L'histoire que Joseph Smith entreprit le 30 avril 1838 à Far West (Missouri) fut écrite dans le cadre d'une histoire officielle de l'Église (Jessee, p. 196) ; elle était probablement terminée dès le 2 mai 1838 et fut publiée à l'origine en 1842, à Nauvoo, dans le Times and Seasons, quand Joseph Smith était rédacteur de cette publication. Au point de vue littéraire, c'est le meilleur des quatre récits. Écrit dans la langue (c'est-à-dire le style ou l’usage des mots) de Joseph Smith, c’est un récit qui reflète les écrits inspirés d'un prophète de Dieu plutôt que le langage maladroit d'un Américain ayant peu d'instruction. Joseph Smith non seulement composa ce récit du point de vue de quelqu'un qui a une conviction profonde (en accord avec tous les autres récits), mais il se servit de mots et d’expressions qu’utilisent les hommes de lettres.

Le récit de 1838 n'est pas seulement un chef-d'œuvre littéraire reflétant l'œuvre d'un prophète inspiré ; il contient le compte-rendu le plus complet de la Première Vision et donne davantage de renseignements sur la parution du Livre de Mormon et le rétablissement de l'autorité de Dieu que n'importe laquelle des autres histoires composées par Joseph Smith.

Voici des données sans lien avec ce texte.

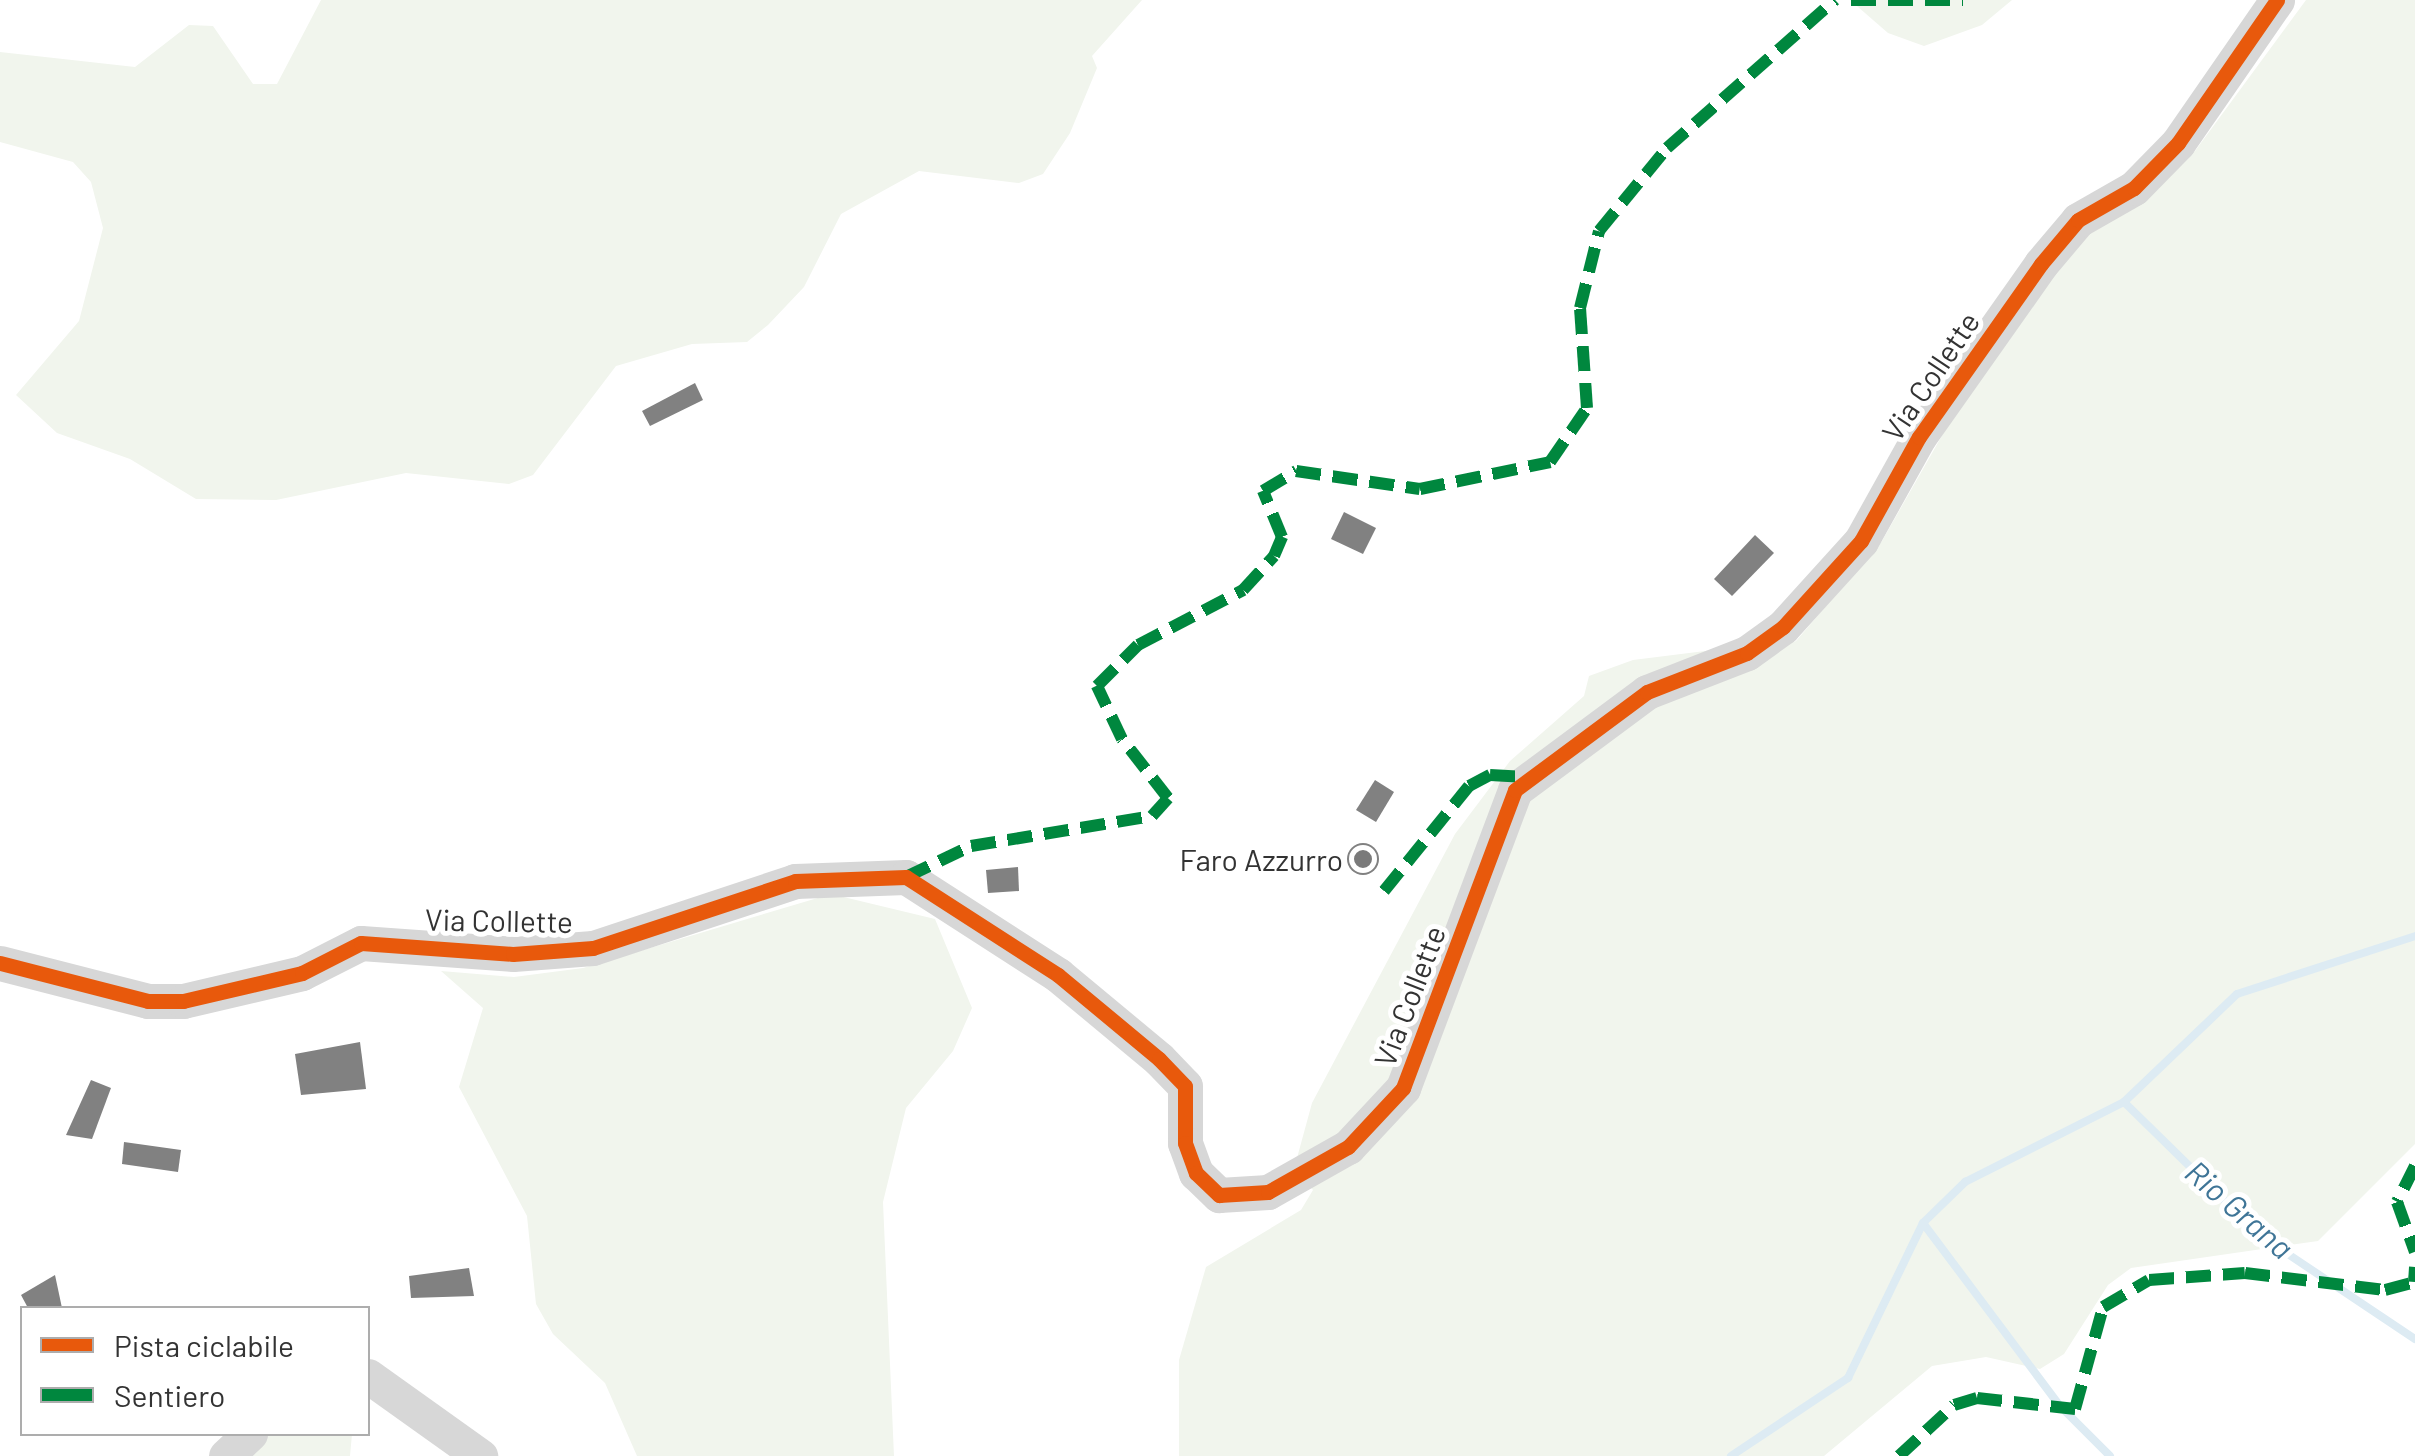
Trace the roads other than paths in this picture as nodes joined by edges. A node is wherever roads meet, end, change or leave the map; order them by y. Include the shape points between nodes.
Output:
1 (2278, 0) edge
2 (0, 963) edge
3 (370, 1377) edge
4 (248, 1436) edge
5 (226, 1456) edge
6 (480, 1456) edge

1 - 2 street, Via Collette via 2178,144 2134,188 2078,220 2042,264 1919,437 1861,541 1783,626 1747,653 1647,692 1515,790 1403,1088 1348,1147 1268,1192 1218,1195 1196,1173 1185,1143 1185,1086 1160,1059 1058,975 906,878 796,881 593,948 513,954 361,943 285,979 183,1001 148,1001
3 - 6 street
4 - 5 street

Tous les récits de la Première Vision faits par Joseph Smith contribuent à notre compréhension de cette expérience sacrée. Pour mieux comprendre le contenu du récit de 1838, nous devons examiner cette version en rapport avec les autres récits.

Chacun des récits de la Première Vision met l'accent sur quelque chose de différent dans les circonstances qui ont précédé la théophanie de Joseph près de Palmyra. Dans le récit de 1832, par exemple, Joseph met l’accent sur le fait que son désir d'obtenir la rémission de ses péchés l'avait amené à étudier les Églises. Cette recherche, dit-il, continua pour lui de douze à quinze ans. Pour être plus précis, Joseph écrit que son esprit devint sérieusement préoccupé en ce qui concerne les questions capitales du bien-être de son âme immortelle, ce qui l’amena à sonder les Écritures. On lui avait enseigné et il croyait qu'elles contenaient la parole de Dieu. Il n'était pas seulement affligé parce qu'il se rendait compte qu'il était pécheur, mais aussi préoccupé de ce que l’humanité n'allait pas vers le Seigneur. Joseph dit : « Je me lamentai sur mes péchés et sur les péchés du monde. » C'est pourquoi il invoqua « le Seigneur pour obtenir miséricorde, car il n'y avait personne d'autre vers qui il pouvait se tourner pour l’obtenir... » (Backman, Joseph Smith's First Vision, pp. 156-157).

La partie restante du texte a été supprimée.